Nella Campomarino di un tempo, era facile dedurre il ceto di appartenenza dal modo di vestire. Se le persone più ricche, per i loro abiti raffinati, potevano usare trine, seta e merletti, la povera gente aveva unicamente il necessario per coprirsi e un solo abito definito buono che serviva per i giorni di festa. Di solito, quello che si era ricevuto in dote durava tutta la vita e quando questi indumenti diventavano logori e consumati, si rattoppavano o ricucivano in modo da donar loro nuova vita ed essere sfruttati il più possibile.
L’abito tipico delle donne di Campomarino era composto da mutandoni di lana e camicia, lunghi fino al ginocchio e da una gonna più lunga arricciata in vita e con le pieghe. Sopra la camicia veniva indossato un corpetto piuttosto corto, abbottonato sul davanti. Non usavano cappotti, ma mantelline lavorate a maglia e con le frange. Spesso sulla gonna, che generalmente era di cotone scuro, si portava un zinale, cioè un grembiule colorato, annodato dietro la schiena. In base alle possibilità economiche le donne indossavano gioielli: orecchini di pietre, pendenti e anelli, di solito ricevuti in dono nel periodo del fidanzamento. Le scarpe presentavano dei bottoncini laterali o un laccetto al collo del piede, generalmente basse, ma venivano usate solo in occasioni particolari, tutti i giorni le donne indossavano le pianelle, i patiti (zoccoli di legno) e le cioce (zoccoli importati dalla vicina Ciociaria).

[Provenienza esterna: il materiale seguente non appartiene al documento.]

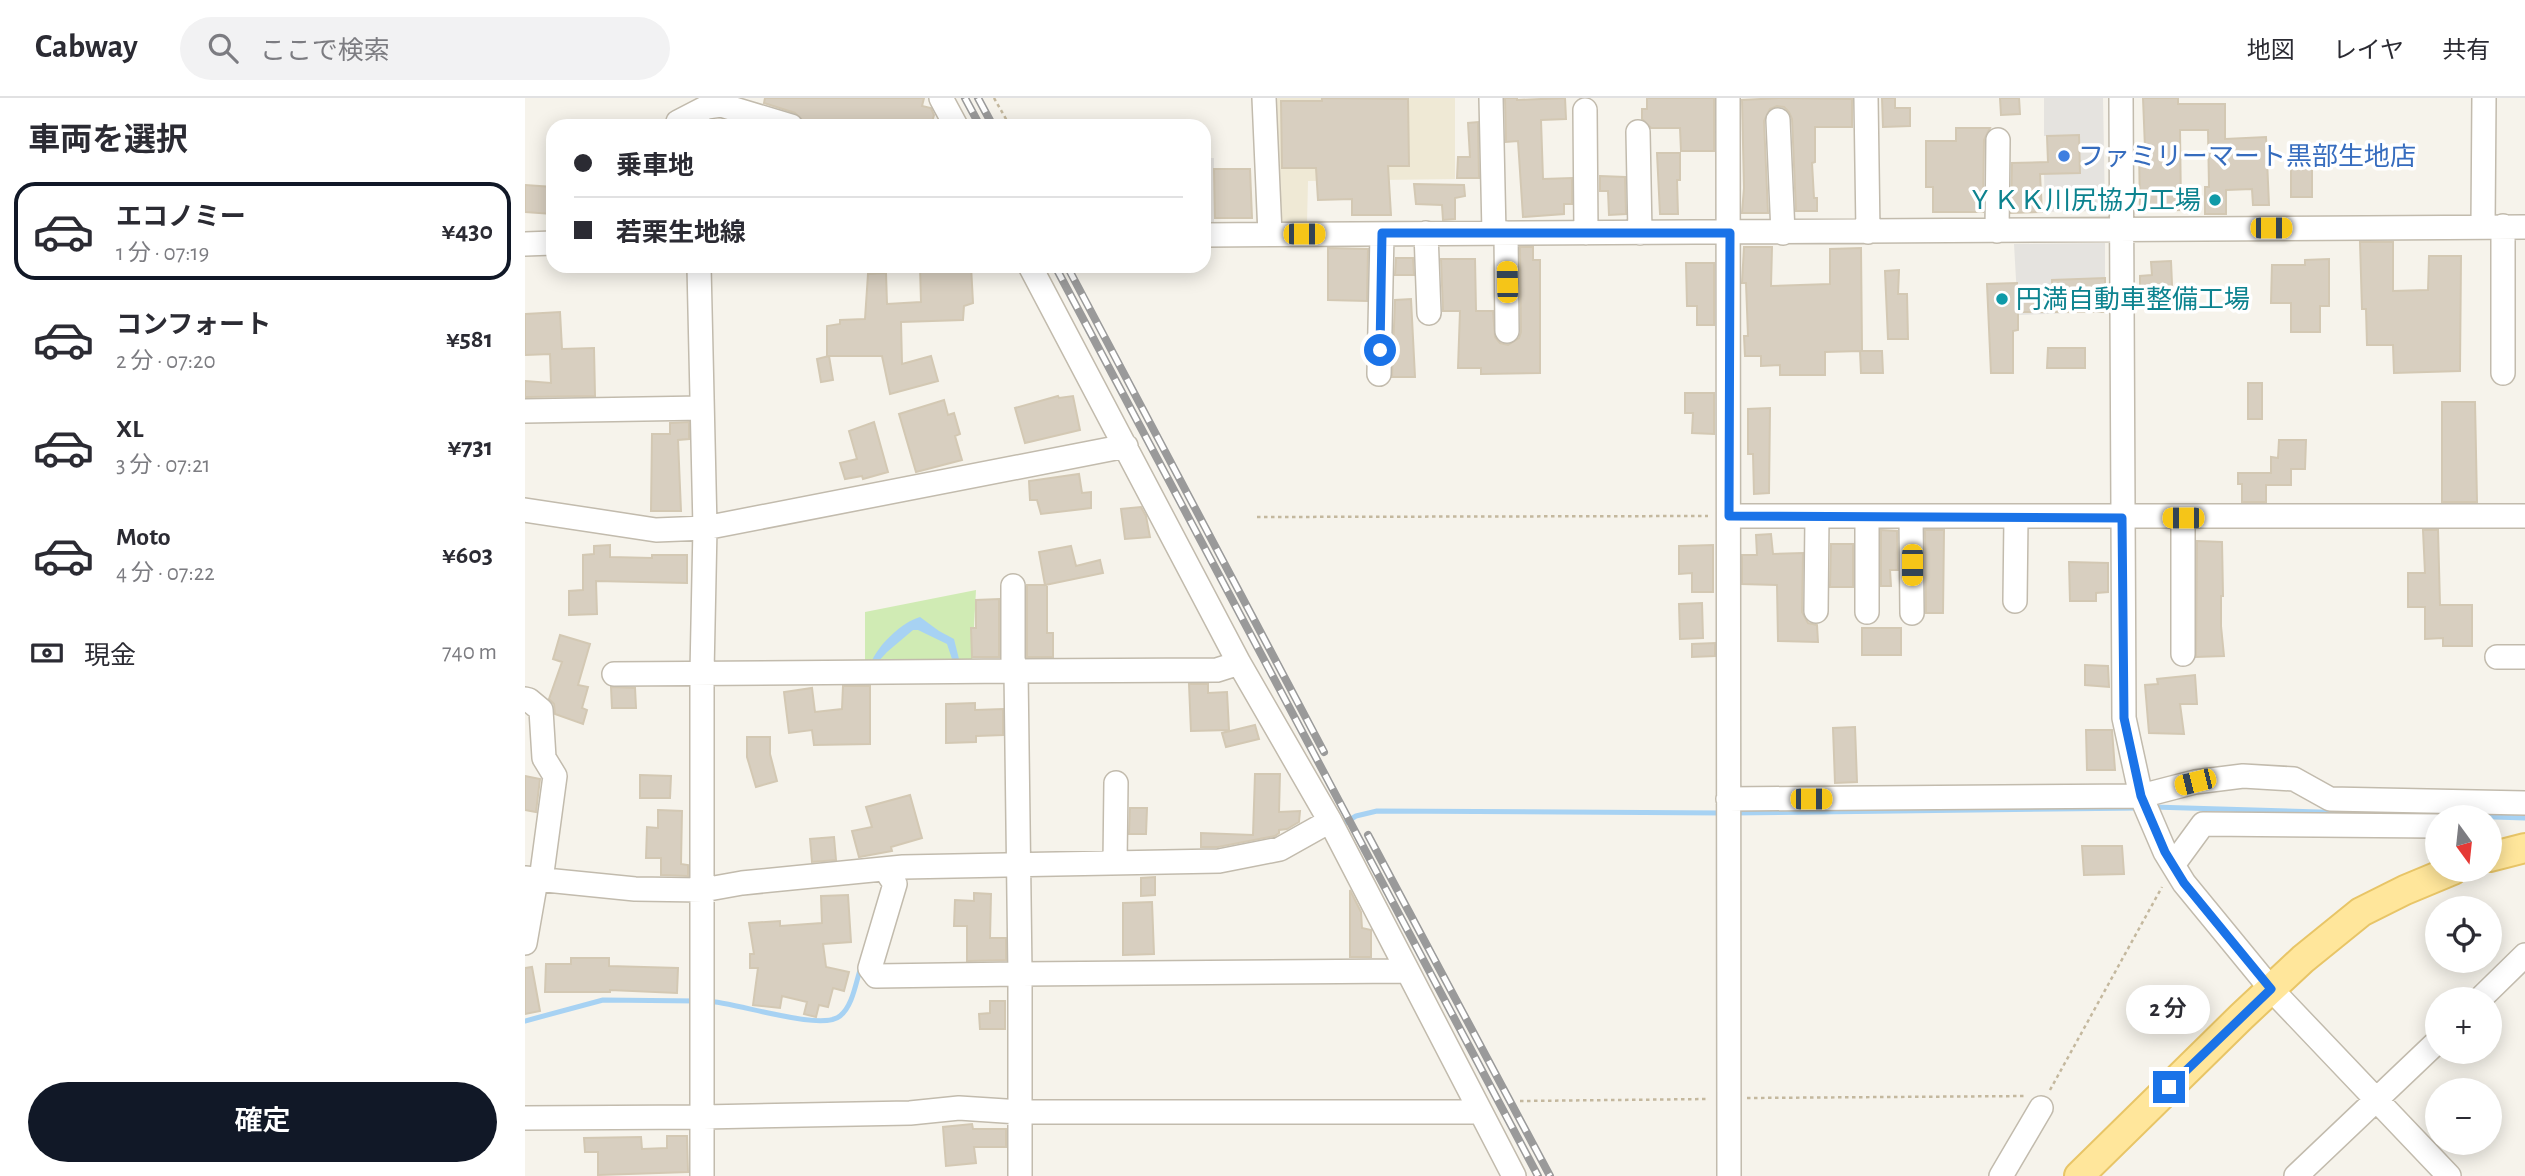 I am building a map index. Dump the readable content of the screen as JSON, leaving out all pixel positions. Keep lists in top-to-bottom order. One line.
{"places":["ファミリーマート黒部生地店","ＹＫＫ川尻協力工場","円満自動車整備工場"],"north":"bottom","page":{"header":"Cabway","search":"ここで検索","nav":["地図","レイヤ","共有"],"heading":"車両を選択","banner":["乗車地","若栗生地線"],"list":[{"name":"エコノミー","note":"1 分 · 07:19","value":"¥430"},{"name":"コンフォート","note":"2 分 · 07:20","value":"¥581"},{"name":"XL","note":"3 分 · 07:21","value":"¥731"},{"name":"Moto","note":"4 分 · 07:22","value":"¥603"}],"pay":["現金","740 m"],"map_buttons":["+","−"],"bubble":"2 分","buttons":"確定"}} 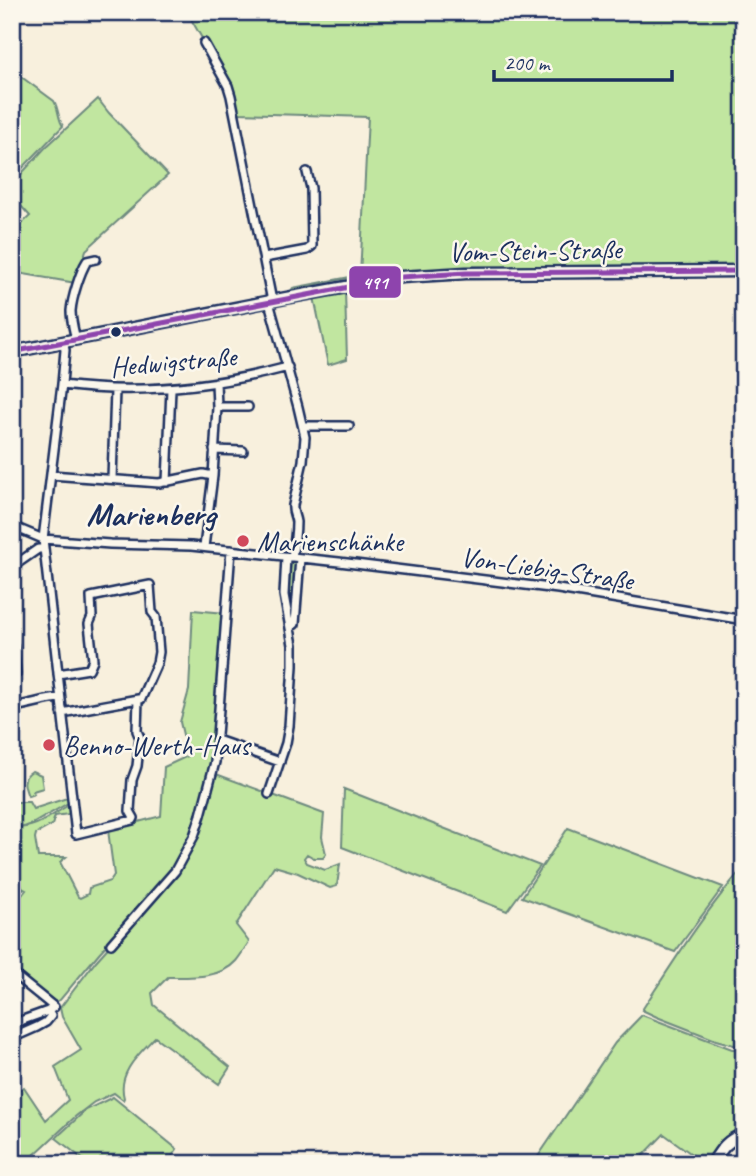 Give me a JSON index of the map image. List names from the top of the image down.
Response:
{
  "streets": {
    "main road": ["Vom-Stein-Straße"],
    "street": ["Hedwigstraße", "Von-Liebig-Straße"]
  },
  "districts": ["Marienberg"],
  "places": ["Marienschänke", "Benno-Werth-Haus"],
  "lines": ["transit line 491"],
  "scale_bar": "200 m"
}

L’abbigliamento maschile era più semplice: mutande di flanella lunghe fissate al bordo inferiore da due fettucce, pantaloni in tela o panno sorretti da straccali (bretelle). La camicia non era mai di colore chiaro, a parte nei giorni di festa, non aveva il colletto, ma veniva inserito a parte. Anche la giacca era utilizzata solo in particolari occasioni, in velluto a coste o di panno pesante. Molto diffuso l’uso del gilet, quasi sempre dello stesso tessuto dei pantaloni. Le calzature erano alte e chiodate per il lavoro, basse per il giorno della festa. Un elemento che completava l’abbigliamento maschile era l’orologio da taschino con catena (in oro o argento a seconda delle possibilità) fissato all’asola del gilet.
La superstizione e le credenze popolari erano semplici e contadine. Spesso veniva giudicata cattiva o indemoniata una persona che aveva una particolare caratteristica fisica, fuori dal comune. Molte di queste credenze sono in uso tutt’oggi, porterebbe sfortuna poggiare il cappello sul letto, sognare neonati femmina, incontrare un prete, regalare oggetti che pungono. Una notevole influenza aveva la luna, sia sul sesso dei nascituri che sulla riuscita del raccolto, sul travaso del vino, sulla cova dei pulcini. Contro le malelingue si usava invece appoggiare la scopa capovolta fuori all’uscio di casa.
La gastronomia tipica di Campomarino, come gli altri paesi molisani che affacciano sul mare è tutta all’insegna del pesce. Scampi, triglie, cozze e vongole dominano nei piatti di questa zona creando con grande abilità risotti, zuppe e minestre.
A Campomarino, è forte la tradizione arbëreshë, si parla ancora oggi l’albanese e si conservano intatti il carattere e le tradizioni dell’altra sponda dell’Adriatico. Queste popolazioni arrivarono nel Molise intorno alla seconda metà del XV secolo, guidate da Giorgio Castriota Scanderbeg, al quale Ferdinando II d’Aragona aveva concesso territori in Molise, come indennità per l’aiuto ricevuto contro le truppe dei D’Angiò.